Dans le but de permettre aux professionnels de l’information et de la communication d’assurer une meilleure couverture de l’actualité assurantielle, ils ont eu droit à une communication sur le traitement de l’information en assurance. Elle a été présentée par l’ancien Rédacteur en Chef de Sidwaya et ancien secrétaire général du ministère en charge de la Communication Victorien Sawadogo. A travers sa présentation, il a entretenu ses jeunes confrères sur les enjeux et les fondements de la collecte et du traitement de l’information assurantielle, les thématiques ou sujets liés à l’assurance pouvant faire l’objet de couverture par les médias. Il s’agit notamment de l’analyse du marché, la règlementation et le droit des assurances, les produits d’assurance, les risques et innovations. Pour M. Sawadogo, dans un contexte comme celui du Burkina Faso où le taux de pénétration de l'assurance reste faible, il y a une marge de progression ; et les médias ont un grand rôle à jouer dans la promotion de la culturelle assurantielle.
Informer convenablement les populations
Mais pour pouvoir remplir pleinement cette mission, il y a un préalable. « Il faut que les journalistes soient d’abord bien outillés avant de pouvoir donner la vraie information à la population », a-t-il souligné. Et c’est d’ailleurs cette vision des choses qui a amené SUNU Assurances Burkina Faso à inscrire la capacitation des acteurs médiatiques au rang de ses actions prioritaires.
Pour le Directeur général adjoint de SUNU Assurances IARD Burkina Faso, Djibril Kader Ouédraogo, le rôle et la place des journalistes dans l’acception de l’assurance par les journalistes ne sont plus à démontrer. Tout en précisant qu’en initiant ces formations, l’objectif n’est pas d’amener les journalistes à parler de SUNU Assurances mais plutôt de leur donner les rudiments nécessaires pour sensibiliser, informer convenablement les populations sur l’assurance. « Si tout le monde comprend l’assurance et que 50% de la population s’assure, SUNU Assurances saura comment se battre sur le marché pour avoir sa part de gâteau », a-t-il souligné. M. Ouédraogo est revenu sur le rôle social et économique de l’assurance, en prenant à titre illustratif le cas de certaines entreprises burkinabè sinistrées. Ces dernières ont pu assurer la continuité de leurs activités et sauver des emplois et des familles grâce aux assureurs qui y ont injecté des centaines de millions F CFA voire des milliards F CFA, au titre du règlement des dommages, a-t-il fait remarquer.

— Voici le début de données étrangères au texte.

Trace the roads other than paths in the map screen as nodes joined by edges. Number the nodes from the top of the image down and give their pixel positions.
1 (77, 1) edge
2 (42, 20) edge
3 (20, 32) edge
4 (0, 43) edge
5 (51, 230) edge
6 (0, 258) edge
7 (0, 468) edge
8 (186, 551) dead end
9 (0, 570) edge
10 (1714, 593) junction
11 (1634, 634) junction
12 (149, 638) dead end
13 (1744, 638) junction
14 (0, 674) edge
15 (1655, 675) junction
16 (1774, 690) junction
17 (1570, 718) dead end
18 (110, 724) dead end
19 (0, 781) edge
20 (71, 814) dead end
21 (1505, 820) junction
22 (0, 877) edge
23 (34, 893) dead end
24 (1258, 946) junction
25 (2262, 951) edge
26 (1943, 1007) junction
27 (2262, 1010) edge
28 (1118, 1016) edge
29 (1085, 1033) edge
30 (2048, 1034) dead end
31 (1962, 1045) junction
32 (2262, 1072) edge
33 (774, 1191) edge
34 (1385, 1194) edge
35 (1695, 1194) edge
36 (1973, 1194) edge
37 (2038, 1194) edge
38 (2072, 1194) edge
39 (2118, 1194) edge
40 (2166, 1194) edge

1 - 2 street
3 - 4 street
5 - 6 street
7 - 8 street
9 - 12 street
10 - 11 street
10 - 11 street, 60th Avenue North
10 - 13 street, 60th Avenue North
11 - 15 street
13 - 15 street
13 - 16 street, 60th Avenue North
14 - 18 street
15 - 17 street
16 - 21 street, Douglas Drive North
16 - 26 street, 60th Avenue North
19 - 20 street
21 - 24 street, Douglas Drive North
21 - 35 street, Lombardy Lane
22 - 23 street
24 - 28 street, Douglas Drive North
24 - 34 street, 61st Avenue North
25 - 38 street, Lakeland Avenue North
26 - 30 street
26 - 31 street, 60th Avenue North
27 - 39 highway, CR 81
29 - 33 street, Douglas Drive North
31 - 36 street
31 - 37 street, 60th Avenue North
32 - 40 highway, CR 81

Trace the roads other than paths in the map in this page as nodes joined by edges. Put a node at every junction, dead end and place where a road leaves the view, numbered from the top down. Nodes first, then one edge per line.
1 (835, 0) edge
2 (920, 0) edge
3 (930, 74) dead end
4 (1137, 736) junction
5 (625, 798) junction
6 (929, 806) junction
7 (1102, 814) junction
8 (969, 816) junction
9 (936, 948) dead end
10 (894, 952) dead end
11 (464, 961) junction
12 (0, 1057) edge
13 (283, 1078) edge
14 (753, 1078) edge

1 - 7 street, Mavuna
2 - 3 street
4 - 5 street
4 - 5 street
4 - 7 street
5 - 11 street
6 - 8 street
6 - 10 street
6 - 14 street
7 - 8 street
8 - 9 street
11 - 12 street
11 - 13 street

Renforcer le partenariat avec les médias
Prenant la parole au nom du Directeur général de SUNU Assurances Burkina Faso, Jean-François Kambou, le Directeur général adjoint de SUNU Assurances Vie Burkina Faso, Boukari Savadogo, a félicité les journalistes et créateurs de contenus pour leur adhésion à cette initiative de la compagnie et dont l’objectif est de leur offrir des connaissances de bases pour traiter au mieux les sujets assurantiels dans leurs rédactions.
Ces actions de renforcement de capacités des médias depuis 2022, tout comme la mise en place du prix Galian spécial SUNU Assurances, a-t-il précisé, participent à cette volonté de la compagnie d’amener les journalistes à s’intéresser à la chose assurancielle. « Tous les jours, vous couvrez l’actualité liée au l’assurance. Il est important que vous soyez outillés pour maitriser le secteur. Cela va vous permettre de bien cerner les différents paramètres de l’assurance vie et de l’assurance dommage et de mieux les traiter », a confié M. Savadogo. Il a réaffirmé l’engagement de SUNU Assurances Burkina Faso à renforcer son partenariat stratégique avec les médias burkinabè. La remise des attestations aux participants a constitué le dernier acte de cette formation.